Il futuro. Secondo Camillo Ricordi, direttore del Diabetes Research Institute di Miami, questo tipo di farmaci potrebbe rivelarsi fondamentale per allargare questo trattamento, visto che dal punto di vista clinico è relativamente semplice da eseguire. Si prelevano le isole pancreatiche, più o meno l'1-2 % del totale dell'organo, si purificano e si immettono direttamente all'interno del fegato, dove queste svolgono la loro funzione di produzione di insulina. «Nel momento in cui avremo la certezza di poter influire sull'infiammazione con i farmaci si potrebbero eseguire annualmente milioni di trattamenti di questo tipo – precisa Ricordi. Ma soprattutto si potrebbe ampliare questo tipo di approccio a numerose malattie croniche, oltre al diabete, che vedono proprio nell'infiammazione un momento chiave del loro sviluppo e del loro mantenimento».
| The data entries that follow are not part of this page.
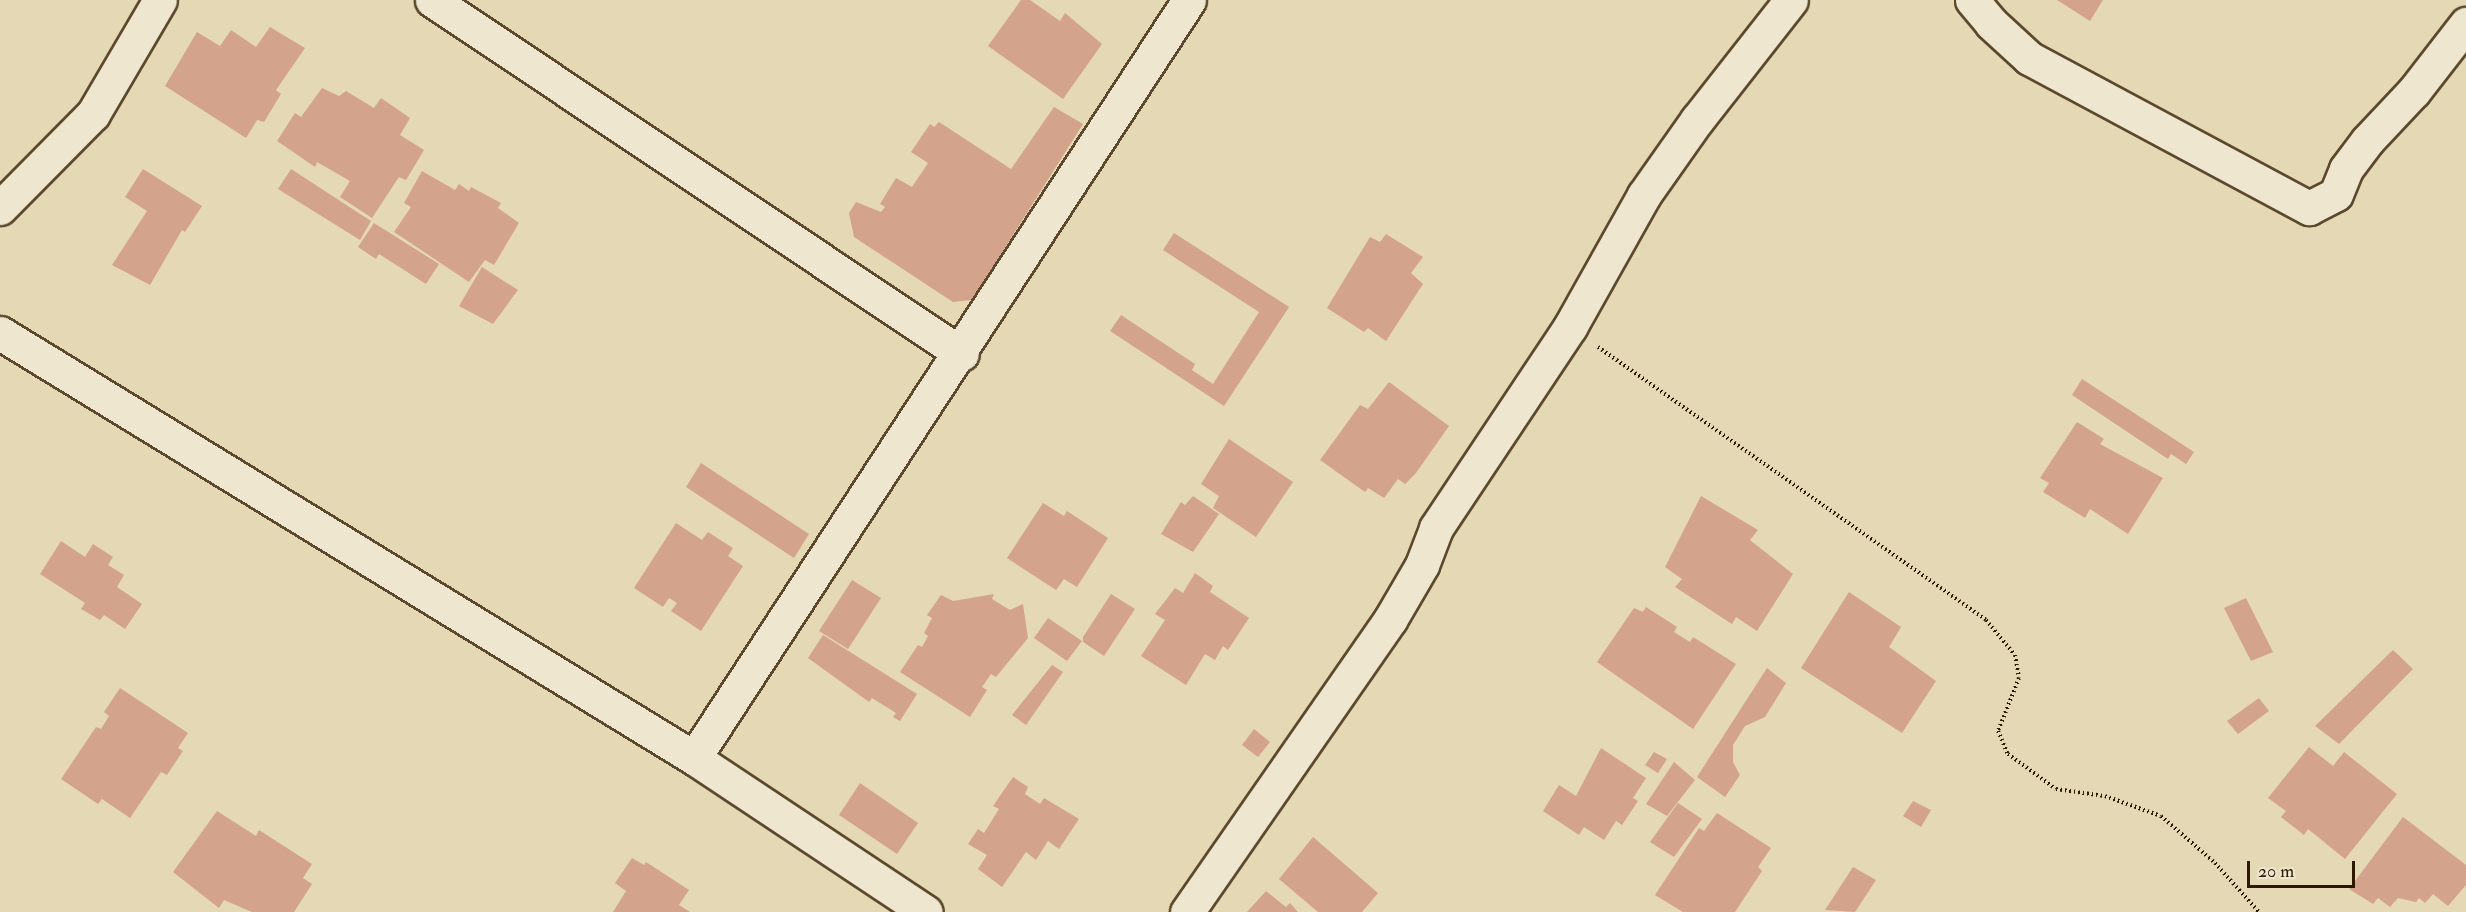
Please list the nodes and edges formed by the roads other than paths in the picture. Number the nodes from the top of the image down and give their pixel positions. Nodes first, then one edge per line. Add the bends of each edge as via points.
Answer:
1 (160, 0) edge
2 (432, 0) edge
3 (1189, 0) edge
4 (1791, 0) edge
5 (1972, 0) edge
6 (2466, 24) edge
7 (0, 208) edge
8 (0, 333) edge
9 (962, 354) junction
10 (694, 758) junction
11 (926, 912) edge
12 (1187, 912) edge

1 - 7 street via 93,114
2 - 9 street
3 - 9 street
4 - 12 street via 1696,120 1644,195 1570,327 1436,528 1422,565 1390,620
5 - 6 street via 2030,58 2309,208 2336,194 2346,169 2367,141 2414,91
8 - 10 street
9 - 10 street
10 - 11 street

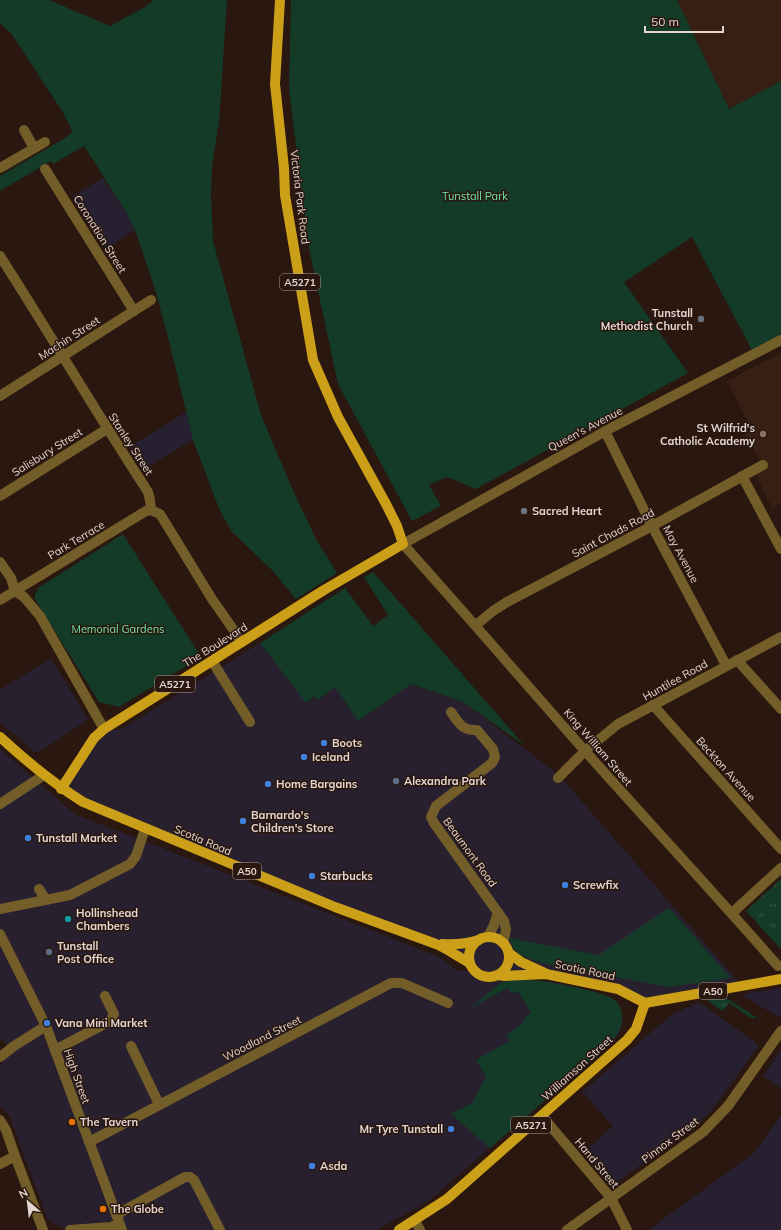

Il problema, a questo punto, è valutare la sostenibilità di un sistema di cure così specifico che, nato per una condizione rara, potrebbe allargarsi anche ad altre condizioni patologiche molto più frequenti. Fondamentale, in questo senso, è individuare centri di eccellenza che svolgano l'intero percorso del trattamento e siano "staccati" dalla mera logica regionale per entrare in una dinamica nazionale. «Le procedure diagnostiche e terapeutiche mostrano elementi di complessità significativamente diverse rispetto ai farmaci – fa notare Mario Del Vecchio, direttore dell'Osservatorio sui consumi privati in sanità presso la Sda Bocconi di Milano. Ora, nell'ottica di promuovere e sostenere la ricerca e l'innovazione, occorre capire come salvaguardare il futuro rispettando i vincoli del presente. Ciò implica necessariamente un ragionamento più attento e meccanismi più espliciti attorno al percorso che va dalla ricerca (imprese e organizzazioni sanitarie di eccellenza), alla introduzione dell'innovazione al suo consolidamento nella pratica clinica».